[Stored data]
========================================================================
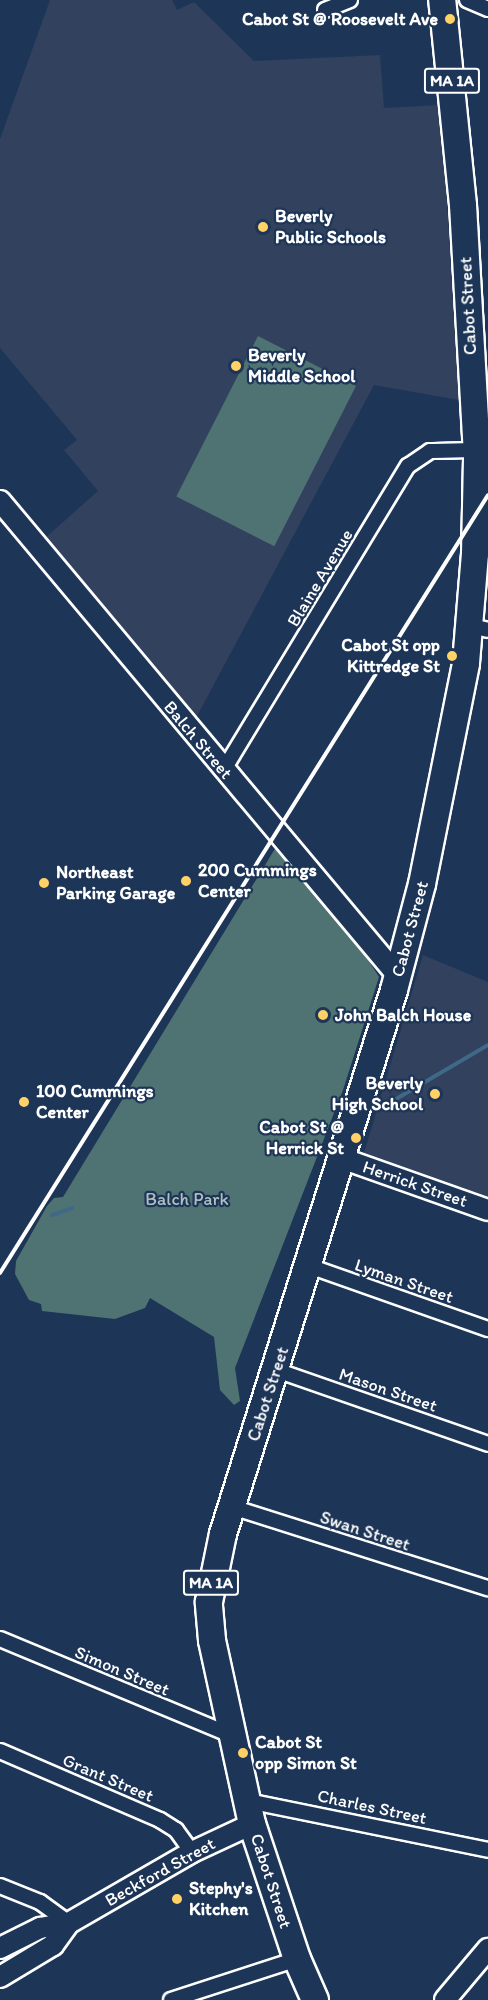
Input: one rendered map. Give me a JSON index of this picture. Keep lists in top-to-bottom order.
{
  "streets": {
    "highway": ["MA 1A", "Cabot Street"],
    "street": [
      "Blaine Avenue",
      "Balch Street",
      "Herrick Street",
      "Lyman Street",
      "Mason Street",
      "Swan Street",
      "Simon Street",
      "Grant Street",
      "Charles Street",
      "Beckford Street"
    ]
  },
  "crossings": [
    ["Cabot Street", "Blaine Avenue"],
    ["Cabot Street", "Balch Street"],
    ["Cabot Street", "Herrick Street"],
    ["Cabot Street", "Lyman Street"],
    ["Cabot Street", "Mason Street"],
    ["Cabot Street", "Swan Street"],
    ["Cabot Street", "Simon Street"],
    ["Cabot Street", "Charles Street"],
    ["Cabot Street", "Beckford Street"],
    ["Blaine Avenue", "Balch Street"],
    ["Grant Street", "Beckford Street"],
    ["Charles Street", "Beckford Street"]
  ],
  "parks": ["Balch Park"],
  "places": [
    "Cabot St @ Roosevelt Ave",
    "Beverly Public Schools",
    "Beverly Middle School",
    "Cabot St opp Kittredge St",
    "200 Cummings Center",
    "Northeast Parking Garage",
    "John Balch House",
    "Beverly High School",
    "100 Cummings Center",
    "Cabot St @ Herrick St",
    "Cabot St opp Simon St",
    "Stephy's Kitchen"
  ]
}
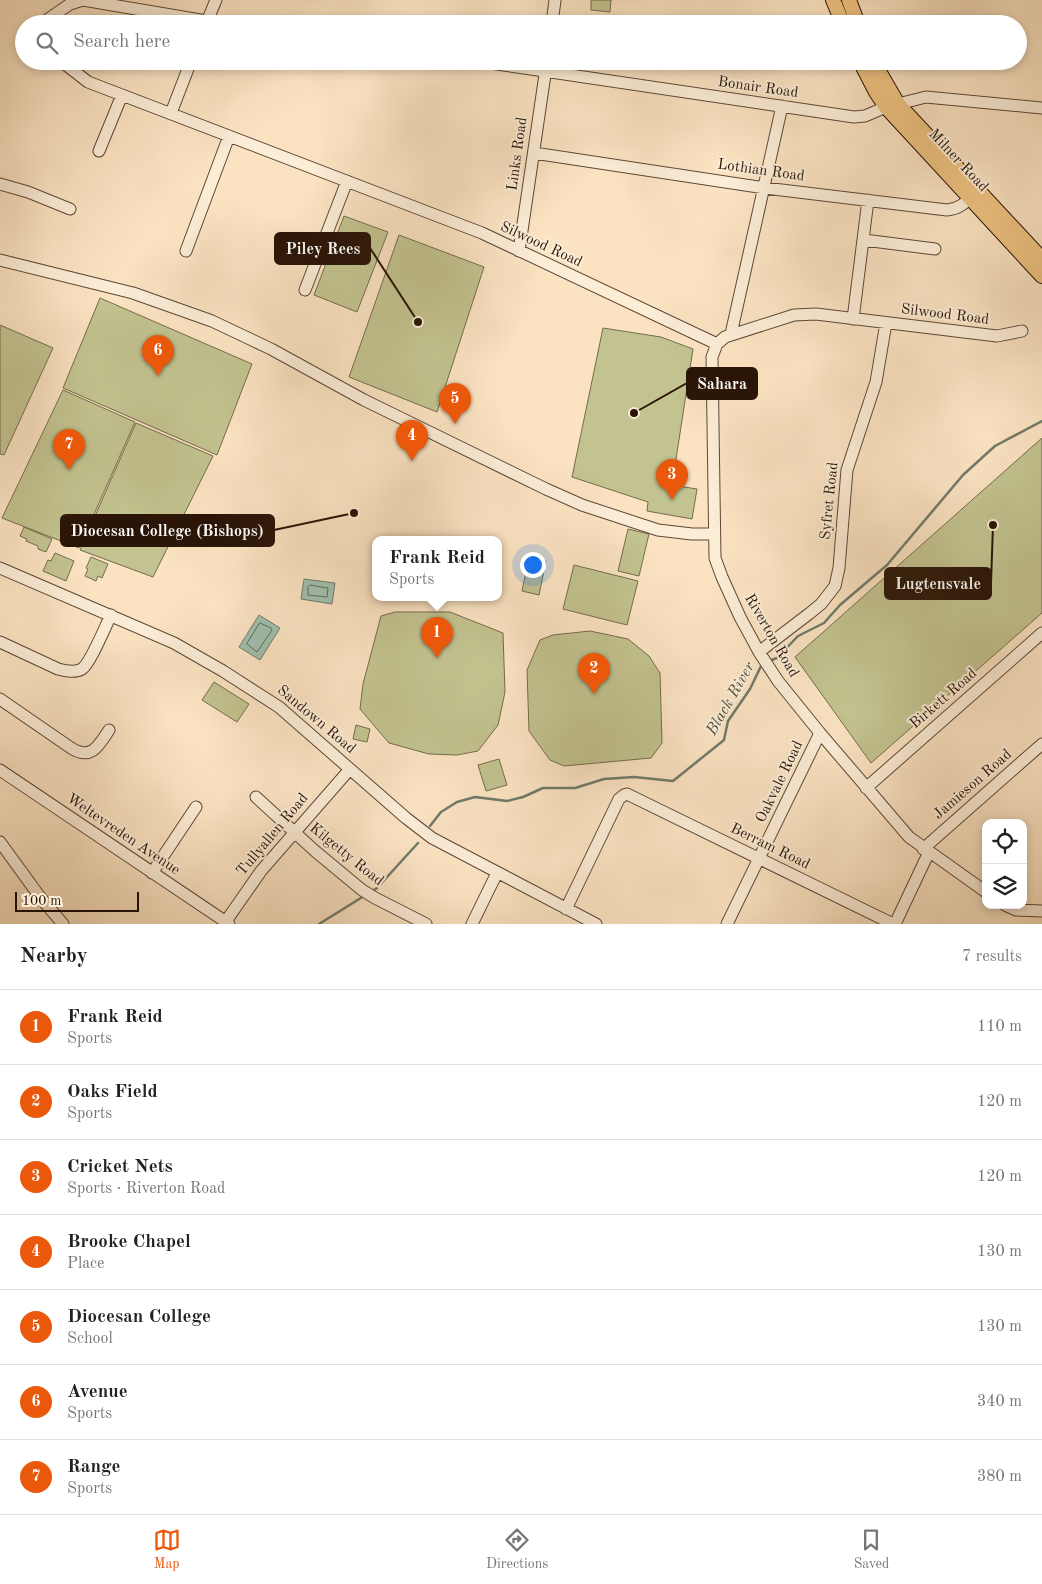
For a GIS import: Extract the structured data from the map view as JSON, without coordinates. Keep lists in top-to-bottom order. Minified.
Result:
{"streets":{"main road":["Milner Road"],"street":["Bonair Road","Links Road","Lothian Road","Silwood Road","Syfret Road","Riverton Road","Birkett Road","Sandown Road","Oakvale Road","Jamieson Road","Weltevreden Avenue","Tullyallen Road","Berram Road","Kilgetty Road"]},"crossings":[["Bonair Road","Milner Road"],["Links Road","Lothian Road"],["Links Road","Silwood Road"],["Milner Road","Lothian Road"],["Silwood Road","Syfret Road"],["Silwood Road","Riverton Road"],["Syfret Road","Riverton Road"],["Riverton Road","Birkett Road"],["Riverton Road","Oakvale Road"],["Riverton Road","Jamieson Road"],["Sandown Road","Tullyallen Road"],["Sandown Road","Berram Road"],["Oakvale Road","Berram Road"],["Jamieson Road","Berram Road"],["Weltevreden Avenue","Tullyallen Road"],["Tullyallen Road","Kilgetty Road"]],"water":["Black River"],"places":["Piley Rees","Sahara","Diocesan College (Bishops)","Lugtensvale"],"scale_bar":"100 m","page":{"search":"Search here","pins":["6","5","4","7","3","1","2"],"popup":["Frank Reid","Sports"],"scale":"100 m","heading":["Nearby","7 results"],"list":[{"mark":"1","name":"Frank Reid","note":"Sports","value":"110 m"},{"mark":"2","name":"Oaks Field","note":"Sports","value":"120 m"},{"mark":"3","name":"Cricket Nets","note":"Sports · Riverton Road","value":"120 m"},{"mark":"4","name":"Brooke Chapel","note":"Place","value":"130 m"},{"mark":"5","name":"Diocesan College","note":"School","value":"130 m"},{"mark":"6","name":"Avenue","note":"Sports","value":"340 m"},{"mark":"7","name":"Range","note":"Sports","value":"380 m"}],"nav":["Map","Directions","Saved"]}}
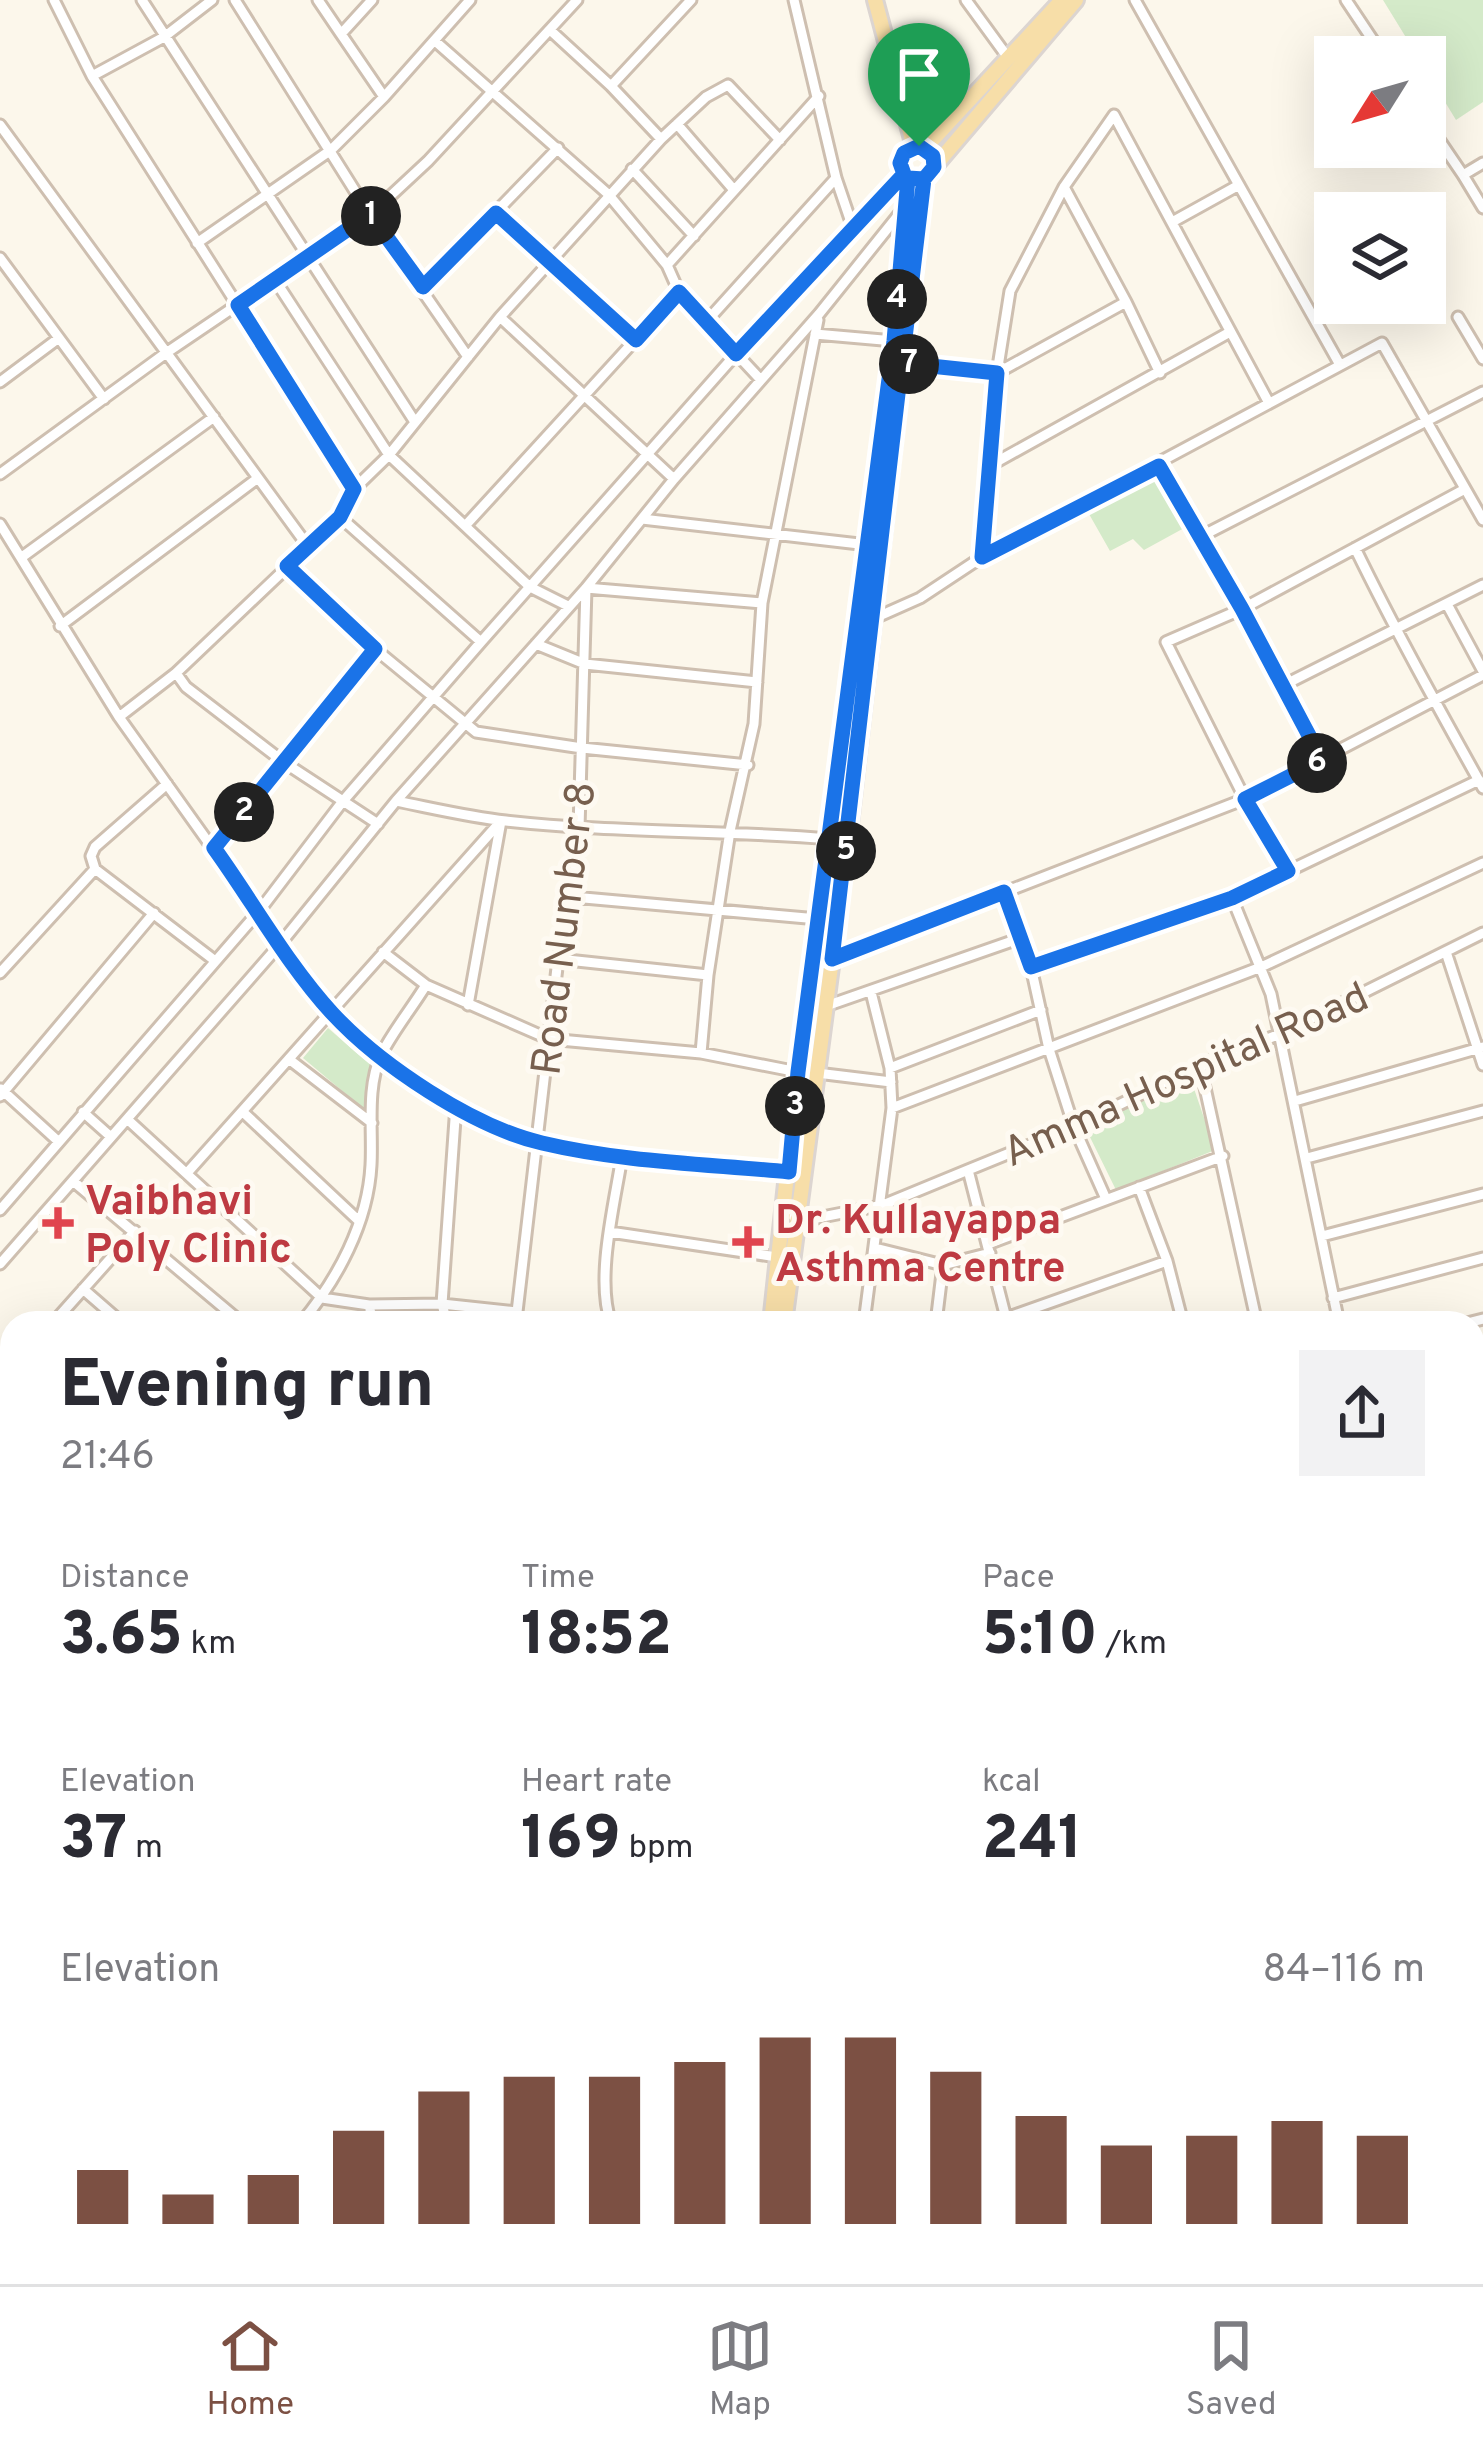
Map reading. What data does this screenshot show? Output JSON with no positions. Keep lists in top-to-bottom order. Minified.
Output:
{"streets":{"street":["Road Number 8","Amma Hospital Road"]},"places":{"health":["Vaibhavi Poly Clinic","Dr. Kullayappa Asthma Centre"]},"north":"bottom left","page":{"pins":["1","4","7","6","2","5","3"],"heading":["Evening run","21:46"],"stats":[["Distance","3.65 km"],["Time","18:52"],["Pace","5:10 /km"],["Elevation","37 m"],["Heart rate","169 bpm"],["kcal","241"]],"chart":["Elevation","84–116 m"],"tabs":["Home","Map","Saved"]}}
========================================================================
The answer is the full set of records printed exactly, less the pictures.

# SOLVED EXERCISE
Input: one rendered map. Give me a JSON index of this picture. Keep lists in top-to-bottom order.
{
  "streets": {
    "highway": ["MA 1A", "Cabot Street"],
    "street": [
      "Blaine Avenue",
      "Balch Street",
      "Herrick Street",
      "Lyman Street",
      "Mason Street",
      "Swan Street",
      "Simon Street",
      "Grant Street",
      "Charles Street",
      "Beckford Street"
    ]
  },
  "crossings": [
    ["Cabot Street", "Blaine Avenue"],
    ["Cabot Street", "Balch Street"],
    ["Cabot Street", "Herrick Street"],
    ["Cabot Street", "Lyman Street"],
    ["Cabot Street", "Mason Street"],
    ["Cabot Street", "Swan Street"],
    ["Cabot Street", "Simon Street"],
    ["Cabot Street", "Charles Street"],
    ["Cabot Street", "Beckford Street"],
    ["Blaine Avenue", "Balch Street"],
    ["Grant Street", "Beckford Street"],
    ["Charles Street", "Beckford Street"]
  ],
  "parks": ["Balch Park"],
  "places": [
    "Cabot St @ Roosevelt Ave",
    "Beverly Public Schools",
    "Beverly Middle School",
    "Cabot St opp Kittredge St",
    "200 Cummings Center",
    "Northeast Parking Garage",
    "John Balch House",
    "Beverly High School",
    "100 Cummings Center",
    "Cabot St @ Herrick St",
    "Cabot St opp Simon St",
    "Stephy's Kitchen"
  ]
}
For a GIS import: Extract the structured data from the map view as JSON, without coordinates. Keep lists in top-to-bottom order. Minified.
Result:
{"streets":{"main road":["Milner Road"],"street":["Bonair Road","Links Road","Lothian Road","Silwood Road","Syfret Road","Riverton Road","Birkett Road","Sandown Road","Oakvale Road","Jamieson Road","Weltevreden Avenue","Tullyallen Road","Berram Road","Kilgetty Road"]},"crossings":[["Bonair Road","Milner Road"],["Links Road","Lothian Road"],["Links Road","Silwood Road"],["Milner Road","Lothian Road"],["Silwood Road","Syfret Road"],["Silwood Road","Riverton Road"],["Syfret Road","Riverton Road"],["Riverton Road","Birkett Road"],["Riverton Road","Oakvale Road"],["Riverton Road","Jamieson Road"],["Sandown Road","Tullyallen Road"],["Sandown Road","Berram Road"],["Oakvale Road","Berram Road"],["Jamieson Road","Berram Road"],["Weltevreden Avenue","Tullyallen Road"],["Tullyallen Road","Kilgetty Road"]],"water":["Black River"],"places":["Piley Rees","Sahara","Diocesan College (Bishops)","Lugtensvale"],"scale_bar":"100 m","page":{"search":"Search here","pins":["6","5","4","7","3","1","2"],"popup":["Frank Reid","Sports"],"scale":"100 m","heading":["Nearby","7 results"],"list":[{"mark":"1","name":"Frank Reid","note":"Sports","value":"110 m"},{"mark":"2","name":"Oaks Field","note":"Sports","value":"120 m"},{"mark":"3","name":"Cricket Nets","note":"Sports · Riverton Road","value":"120 m"},{"mark":"4","name":"Brooke Chapel","note":"Place","value":"130 m"},{"mark":"5","name":"Diocesan College","note":"School","value":"130 m"},{"mark":"6","name":"Avenue","note":"Sports","value":"340 m"},{"mark":"7","name":"Range","note":"Sports","value":"380 m"}],"nav":["Map","Directions","Saved"]}}
Map reading. What data does this screenshot show? Output JSON with no positions. Keep lists in top-to-bottom order. Minified.
Output:
{"streets":{"street":["Road Number 8","Amma Hospital Road"]},"places":{"health":["Vaibhavi Poly Clinic","Dr. Kullayappa Asthma Centre"]},"north":"bottom left","page":{"pins":["1","4","7","6","2","5","3"],"heading":["Evening run","21:46"],"stats":[["Distance","3.65 km"],["Time","18:52"],["Pace","5:10 /km"],["Elevation","37 m"],["Heart rate","169 bpm"],["kcal","241"]],"chart":["Elevation","84–116 m"],"tabs":["Home","Map","Saved"]}}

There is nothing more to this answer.